◆ Entries shown:

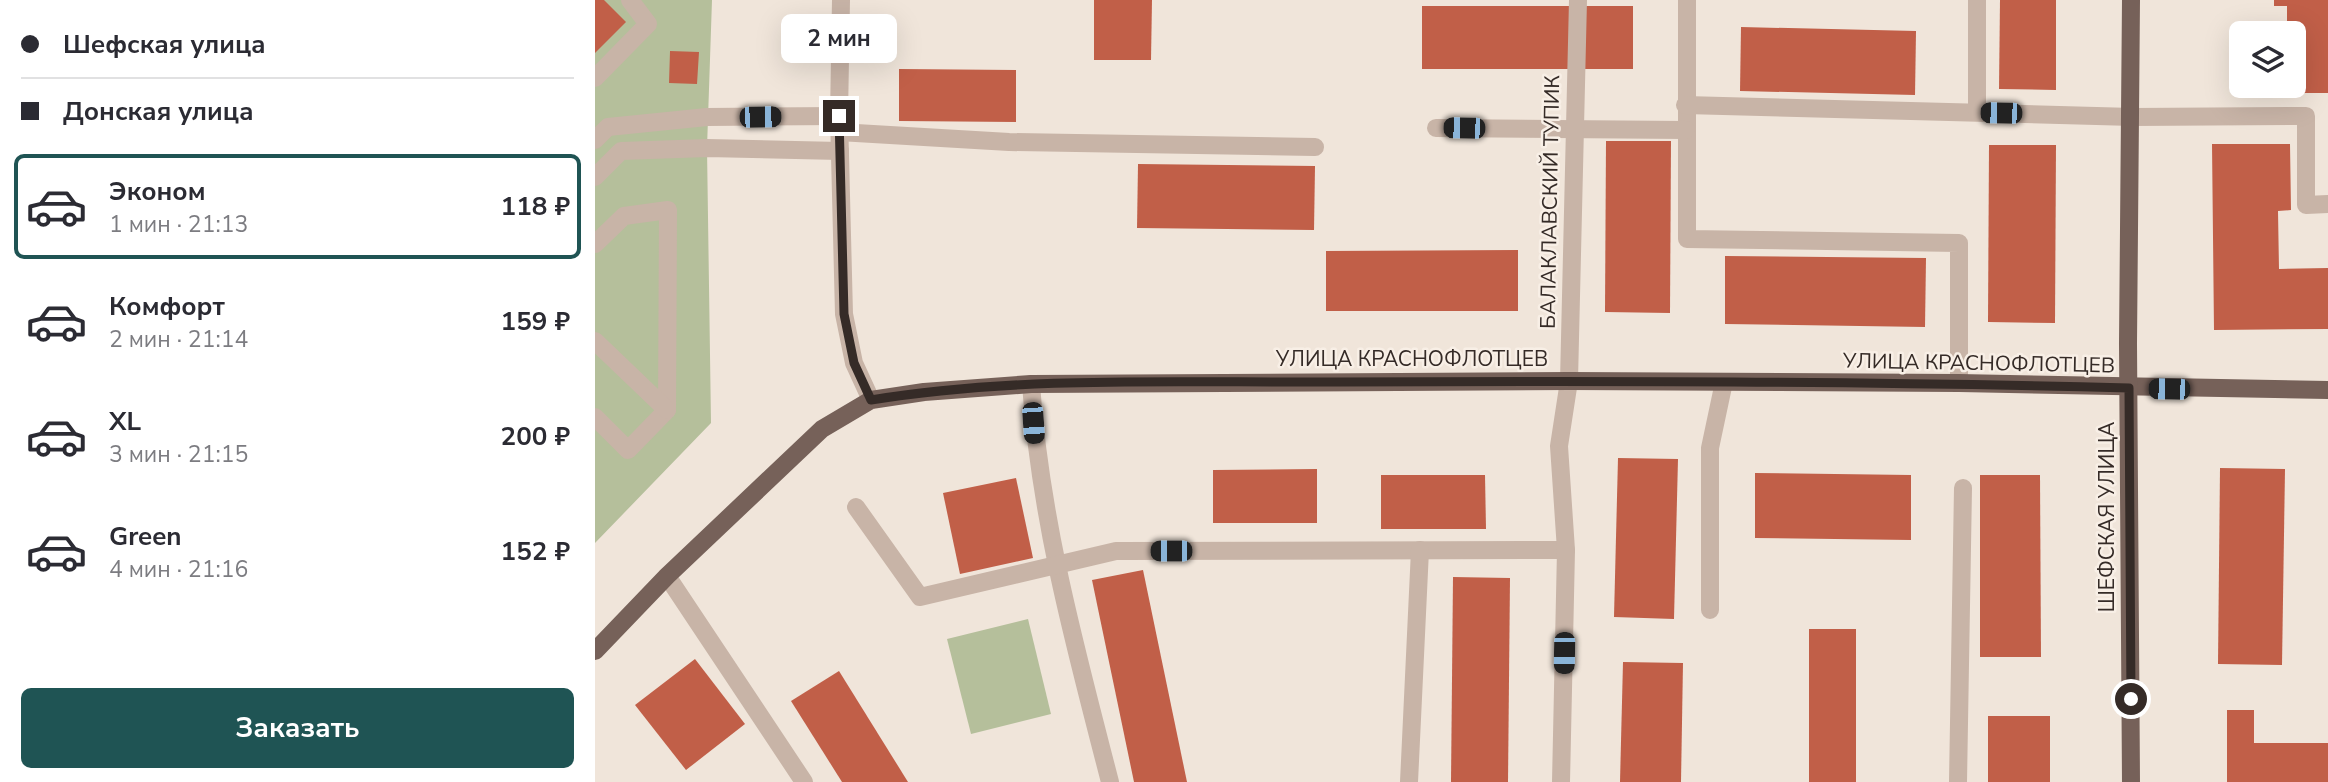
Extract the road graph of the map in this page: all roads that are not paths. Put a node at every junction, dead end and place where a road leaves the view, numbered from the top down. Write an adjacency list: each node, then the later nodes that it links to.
1 (630, 0): 7 (street)
2 (841, 0): 11 (street)
3 (1578, 0): 13 (street, БАЛАКЛАВСКИЙ ТУПИК)
4 (1687, 0): 8 (street)
5 (1977, 0): 9 (street)
6 (2131, 0): 10 (main road, ШЕФСКАЯ УЛИЦА)
7 (595, 78)
8 (1685, 104): 9 (street); 14 (street)
9 (1977, 113): 10 (street)
10 (2133, 117): 19 (street); 26 (main road, ШЕФСКАЯ УЛИЦА)
11 (839, 124): 15 (street); 16 (street); 17 (street)
12 (1436, 128): 13 (street)
13 (1575, 130): 14 (street); 22 (street, БАЛАКЛАВСКИЙ ТУПИК)
14 (1686, 130): 24 (street)
15 (595, 140)
16 (1315, 147)
17 (840, 151): 18 (street); 28 (street)
18 (595, 177)
19 (2328, 204)
20 (595, 244): 29 (street)
21 (595, 341): 29 (street)
22 (1569, 381): 23 (main road, УЛИЦА КРАСНОФЛОТЦЕВ); 25 (main road, УЛИЦА КРАСНОФЛОТЦЕВ); 34 (street, БАЛАКЛАВСКИЙ ТУПИК)
23 (1724, 382): 24 (main road, УЛИЦА КРАСНОФЛОТЦЕВ); 37 (street)
24 (1959, 383): 26 (main road, УЛИЦА КРАСНОФЛОТЦЕВ)
25 (1031, 384): 28 (main road, УЛИЦА КРАСНОФЛОТЦЕВ); 35 (street)
26 (2129, 388): 27 (main road, УЛИЦА КРАСНОФЛОТЦЕВ); 44 (main road, ШЕФСКАЯ УЛИЦА)
27 (2328, 390)
28 (871, 400): 36 (main road, УЛИЦА КРАСНОФЛОТЦЕВ)
29 (667, 410): 30 (street)
30 (595, 417)
31 (1963, 488): 43 (street)
32 (856, 507): 35 (street)
33 (1420, 550): 34 (street); 35 (street); 41 (street)
34 (1566, 550): 42 (street, БАЛАКЛАВСКИЙ ТУПИК)
35 (1055, 566): 40 (street)
36 (667, 576): 38 (main road, УЛИЦА КРАСНОФЛОТЦЕВ); 39 (street)
37 (1710, 610)
38 (595, 651)
39 (804, 782)
40 (1110, 782)
41 (1409, 782)
42 (1561, 782)
43 (1958, 782)
44 (2131, 782)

◆ What is being asked:
The listing should be transcribed in full, exactly, and without its pictures.

◆ Task solution:
Extract the road graph of the map in this page: all roads that are not paths. Put a node at every junction, dead end and place where a road leaves the view, numbered from the top down. Write an adjacency list: each node, then the later nodes that it links to.
1 (630, 0): 7 (street)
2 (841, 0): 11 (street)
3 (1578, 0): 13 (street, БАЛАКЛАВСКИЙ ТУПИК)
4 (1687, 0): 8 (street)
5 (1977, 0): 9 (street)
6 (2131, 0): 10 (main road, ШЕФСКАЯ УЛИЦА)
7 (595, 78)
8 (1685, 104): 9 (street); 14 (street)
9 (1977, 113): 10 (street)
10 (2133, 117): 19 (street); 26 (main road, ШЕФСКАЯ УЛИЦА)
11 (839, 124): 15 (street); 16 (street); 17 (street)
12 (1436, 128): 13 (street)
13 (1575, 130): 14 (street); 22 (street, БАЛАКЛАВСКИЙ ТУПИК)
14 (1686, 130): 24 (street)
15 (595, 140)
16 (1315, 147)
17 (840, 151): 18 (street); 28 (street)
18 (595, 177)
19 (2328, 204)
20 (595, 244): 29 (street)
21 (595, 341): 29 (street)
22 (1569, 381): 23 (main road, УЛИЦА КРАСНОФЛОТЦЕВ); 25 (main road, УЛИЦА КРАСНОФЛОТЦЕВ); 34 (street, БАЛАКЛАВСКИЙ ТУПИК)
23 (1724, 382): 24 (main road, УЛИЦА КРАСНОФЛОТЦЕВ); 37 (street)
24 (1959, 383): 26 (main road, УЛИЦА КРАСНОФЛОТЦЕВ)
25 (1031, 384): 28 (main road, УЛИЦА КРАСНОФЛОТЦЕВ); 35 (street)
26 (2129, 388): 27 (main road, УЛИЦА КРАСНОФЛОТЦЕВ); 44 (main road, ШЕФСКАЯ УЛИЦА)
27 (2328, 390)
28 (871, 400): 36 (main road, УЛИЦА КРАСНОФЛОТЦЕВ)
29 (667, 410): 30 (street)
30 (595, 417)
31 (1963, 488): 43 (street)
32 (856, 507): 35 (street)
33 (1420, 550): 34 (street); 35 (street); 41 (street)
34 (1566, 550): 42 (street, БАЛАКЛАВСКИЙ ТУПИК)
35 (1055, 566): 40 (street)
36 (667, 576): 38 (main road, УЛИЦА КРАСНОФЛОТЦЕВ); 39 (street)
37 (1710, 610)
38 (595, 651)
39 (804, 782)
40 (1110, 782)
41 (1409, 782)
42 (1561, 782)
43 (1958, 782)
44 (2131, 782)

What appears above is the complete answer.